SANTA CRUZ, Bolivia — Clashes between pro-autonomy and pro-government groups in Bolivia’s eastern capital this week have led to the firing of the Santa Cruz police chief and army deployments to halt further violence, as ruling party militias move to take over local facilities.

Fired police chief Col. Wilfredo Torrico accused the government of trying to force him to support militants of President Evo Morales’ Movement to Socialism (MAS), who tried to evict local workers from union offices, using clubs and firing homemade rockets.

“I received orders from government ministers to expel the autonomists … and allow MAS to take the premises,” said Col. Torrico, who says that he refused the order to “prevent a massacre.”

The police colonel has stated in a legal deposition that Bolivian Interior Minister Alicia Munoz ordered him to use “maximum force” to hand over control of the union to MAS. Col.
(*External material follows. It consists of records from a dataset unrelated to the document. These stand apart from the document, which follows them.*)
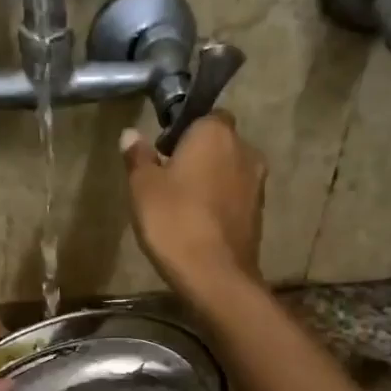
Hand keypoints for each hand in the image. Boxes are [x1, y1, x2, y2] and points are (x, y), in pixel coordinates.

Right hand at [121, 111, 265, 299]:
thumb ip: (138, 157)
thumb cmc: (174, 221)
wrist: (215, 274)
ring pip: (229, 171)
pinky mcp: (260, 213)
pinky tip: (200, 224)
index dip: (184, 132)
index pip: (203, 116)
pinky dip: (221, 204)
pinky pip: (236, 198)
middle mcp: (244, 149)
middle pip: (219, 144)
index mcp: (215, 132)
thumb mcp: (143, 188)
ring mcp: (257, 183)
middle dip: (199, 156)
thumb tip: (131, 134)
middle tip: (170, 180)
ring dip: (211, 181)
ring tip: (184, 206)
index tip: (164, 153)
Torrico accused the government of “manipulating” when military police were deployed on Tuesday to protect administrative buildings being held by MAS militants.

MAS has forcibly occupied public offices in Santa Cruz in defiance of a resounding victory for eastern autonomy, as seen in a referendum held last Sunday. In response, MAS leaders in La Paz and the central city of Cochabamba have called for the “dissolution” of eastern civic committees and pro-autonomy groups.

Mr. Morales campaigned against regional autonomy, securing a “No” vote in Bolivia’s western highlands and central valleys, where majority Quechua and Aymara Indians support the Morales government. But autonomy won with majorities of over 70 percent in all four eastern lowland departments, where separatist sentiment is growing among the local white and Guarani Indian mixed-race population.

Street battles erupted on Monday when a mob tried to pull down the gate to the headquarters of the Santa Cruz Departmental Labor Confederation (COD) whose leadership is violently disputed between independent local labor groups and MAS peasant organizer, Lucio Vedia.

In Santa Cruz’ colonial center, MAS militants hurled sharp objects and shot fireworks at defenders perched on the building’s rooftop waving the green and white Santa Cruz flag and crying “autonomia.”

Riot police stood by as pro-autonomy militants of the Santa Cruz Youth Union charged the mob swinging sticks at pro-government activists and kicking an Indian woman. The images were shown on television and government officials called the autonomists “destabilizers, “racists”, “fascists” and “criminals.”

The troops were used to secure pro-government custody of installations that administer local payrolls and other public funds. Soldiers were withdrawn from some areas to be replaced by civilian clothed guards who, according to officers of the Santa Cruz 8th Army Division Garrison, “are organized by a MAS syndicate boss.”

“The MAS moves against Santa Cruz are a reaction to the government’s defeat in the referendum” said Santa Cruz bar association president, Hugo Acha. “The government is in a panic, and hard-line sectors are asserting themselves.”